Material provided →
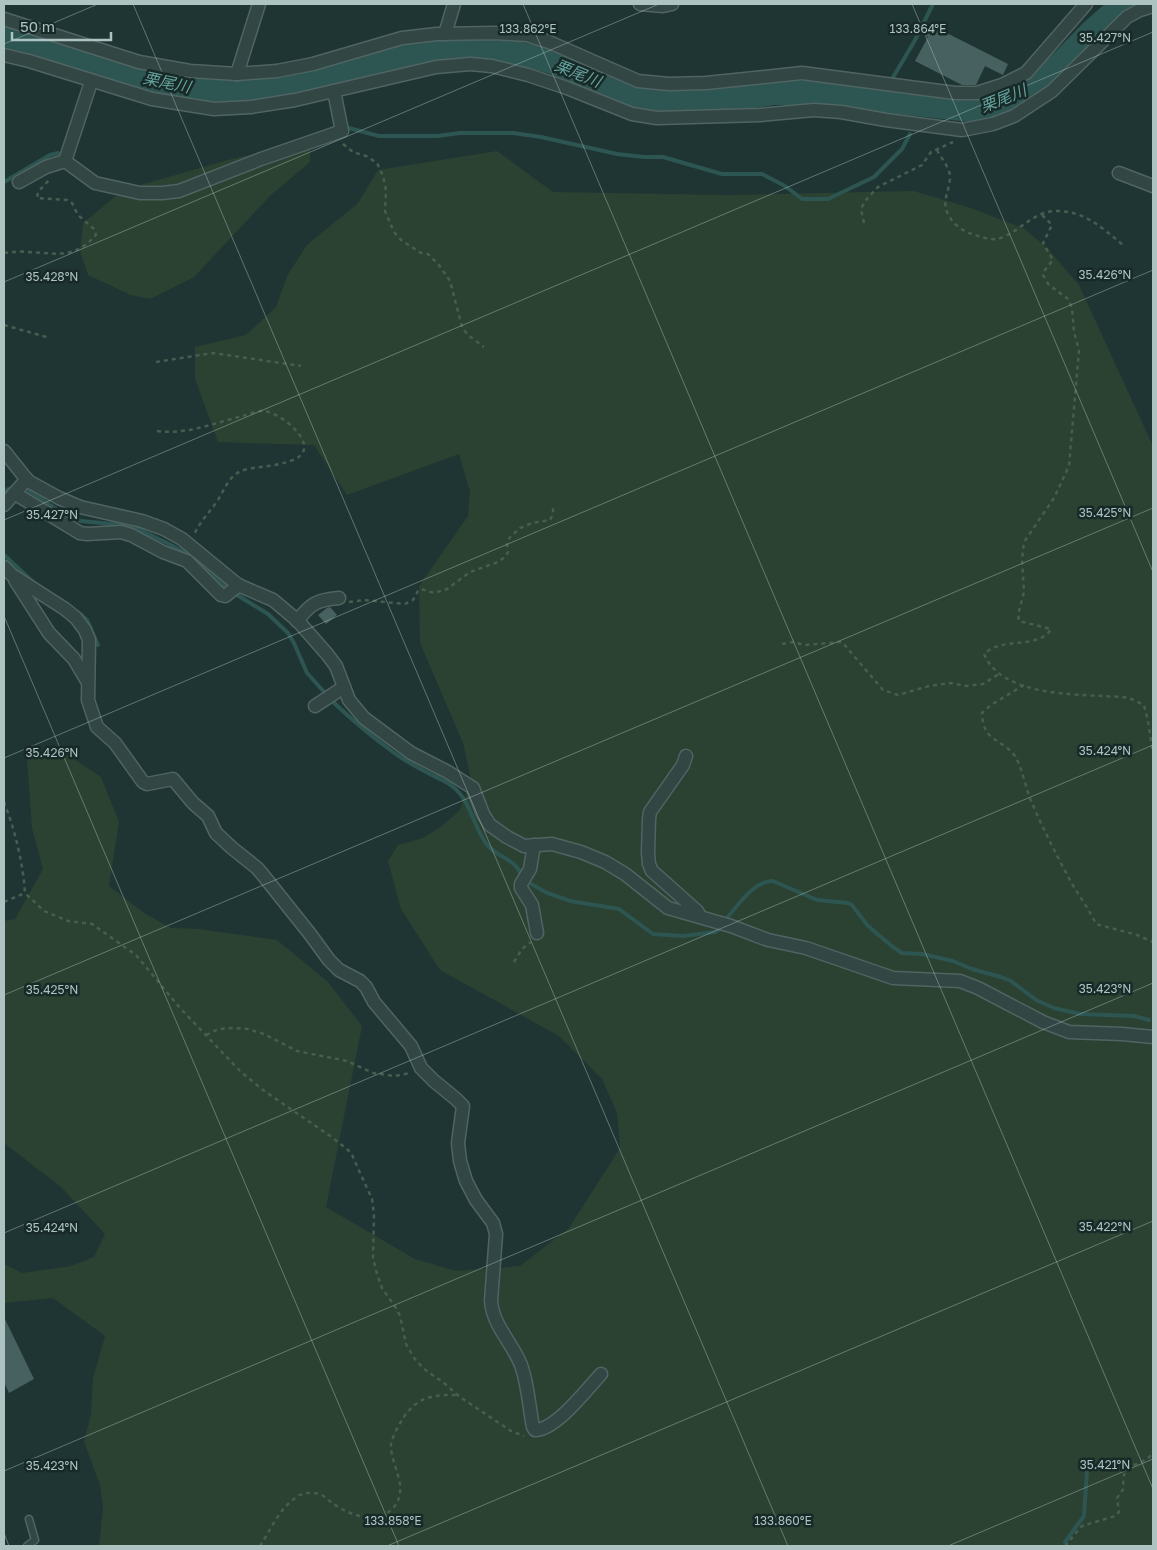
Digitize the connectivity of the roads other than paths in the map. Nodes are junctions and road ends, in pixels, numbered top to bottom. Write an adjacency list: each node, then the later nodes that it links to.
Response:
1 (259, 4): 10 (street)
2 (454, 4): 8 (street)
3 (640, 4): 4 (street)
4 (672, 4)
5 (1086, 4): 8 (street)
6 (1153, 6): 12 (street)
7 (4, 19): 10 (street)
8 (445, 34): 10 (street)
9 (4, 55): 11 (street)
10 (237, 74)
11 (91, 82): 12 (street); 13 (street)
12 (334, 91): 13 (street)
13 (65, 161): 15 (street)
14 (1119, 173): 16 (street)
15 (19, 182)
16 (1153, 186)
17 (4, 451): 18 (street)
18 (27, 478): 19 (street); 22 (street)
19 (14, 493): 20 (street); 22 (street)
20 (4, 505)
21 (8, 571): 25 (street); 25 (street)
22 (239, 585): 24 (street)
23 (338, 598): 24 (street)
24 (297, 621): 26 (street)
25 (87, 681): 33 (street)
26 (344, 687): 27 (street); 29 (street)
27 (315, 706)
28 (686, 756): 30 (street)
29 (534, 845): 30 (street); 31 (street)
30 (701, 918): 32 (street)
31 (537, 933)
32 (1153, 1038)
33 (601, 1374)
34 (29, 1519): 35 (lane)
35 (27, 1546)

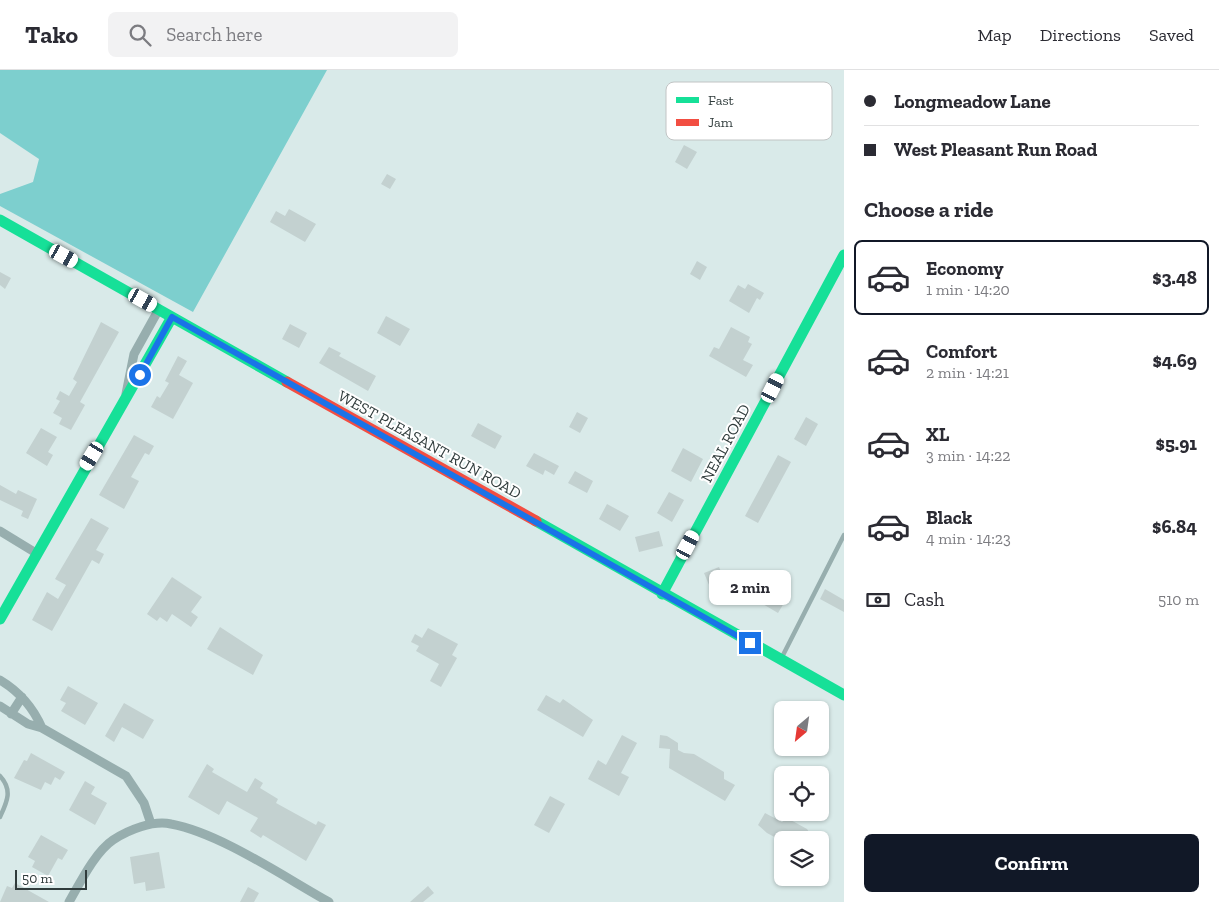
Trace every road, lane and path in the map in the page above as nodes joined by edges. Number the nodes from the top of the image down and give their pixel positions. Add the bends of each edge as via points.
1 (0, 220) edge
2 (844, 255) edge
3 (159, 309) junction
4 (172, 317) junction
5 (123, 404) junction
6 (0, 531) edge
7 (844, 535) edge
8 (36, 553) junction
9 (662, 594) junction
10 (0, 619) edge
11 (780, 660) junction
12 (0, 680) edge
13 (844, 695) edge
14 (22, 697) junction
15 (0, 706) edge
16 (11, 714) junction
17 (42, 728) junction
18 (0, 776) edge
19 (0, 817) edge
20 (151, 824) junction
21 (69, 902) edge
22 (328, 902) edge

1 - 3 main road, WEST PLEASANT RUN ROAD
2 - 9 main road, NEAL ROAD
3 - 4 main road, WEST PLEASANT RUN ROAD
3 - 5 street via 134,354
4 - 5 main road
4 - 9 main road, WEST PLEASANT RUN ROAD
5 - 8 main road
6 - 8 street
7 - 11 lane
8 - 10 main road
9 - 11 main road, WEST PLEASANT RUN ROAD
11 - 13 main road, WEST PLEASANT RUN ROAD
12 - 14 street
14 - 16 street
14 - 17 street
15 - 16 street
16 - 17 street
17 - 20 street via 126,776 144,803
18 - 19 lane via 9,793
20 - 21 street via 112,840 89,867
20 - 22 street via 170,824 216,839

To do → Lines from the one containing "Trace every road, lane" through the last line of the listing are to be restated word for word; no other line may appear.

Solution to the problem →
Trace every road, lane and path in the map in the page above as nodes joined by edges. Number the nodes from the top of the image down and give their pixel positions. Add the bends of each edge as via points.
1 (0, 220) edge
2 (844, 255) edge
3 (159, 309) junction
4 (172, 317) junction
5 (123, 404) junction
6 (0, 531) edge
7 (844, 535) edge
8 (36, 553) junction
9 (662, 594) junction
10 (0, 619) edge
11 (780, 660) junction
12 (0, 680) edge
13 (844, 695) edge
14 (22, 697) junction
15 (0, 706) edge
16 (11, 714) junction
17 (42, 728) junction
18 (0, 776) edge
19 (0, 817) edge
20 (151, 824) junction
21 (69, 902) edge
22 (328, 902) edge

1 - 3 main road, WEST PLEASANT RUN ROAD
2 - 9 main road, NEAL ROAD
3 - 4 main road, WEST PLEASANT RUN ROAD
3 - 5 street via 134,354
4 - 5 main road
4 - 9 main road, WEST PLEASANT RUN ROAD
5 - 8 main road
6 - 8 street
7 - 11 lane
8 - 10 main road
9 - 11 main road, WEST PLEASANT RUN ROAD
11 - 13 main road, WEST PLEASANT RUN ROAD
12 - 14 street
14 - 16 street
14 - 17 street
15 - 16 street
16 - 17 street
17 - 20 street via 126,776 144,803
18 - 19 lane via 9,793
20 - 21 street via 112,840 89,867
20 - 22 street via 170,824 216,839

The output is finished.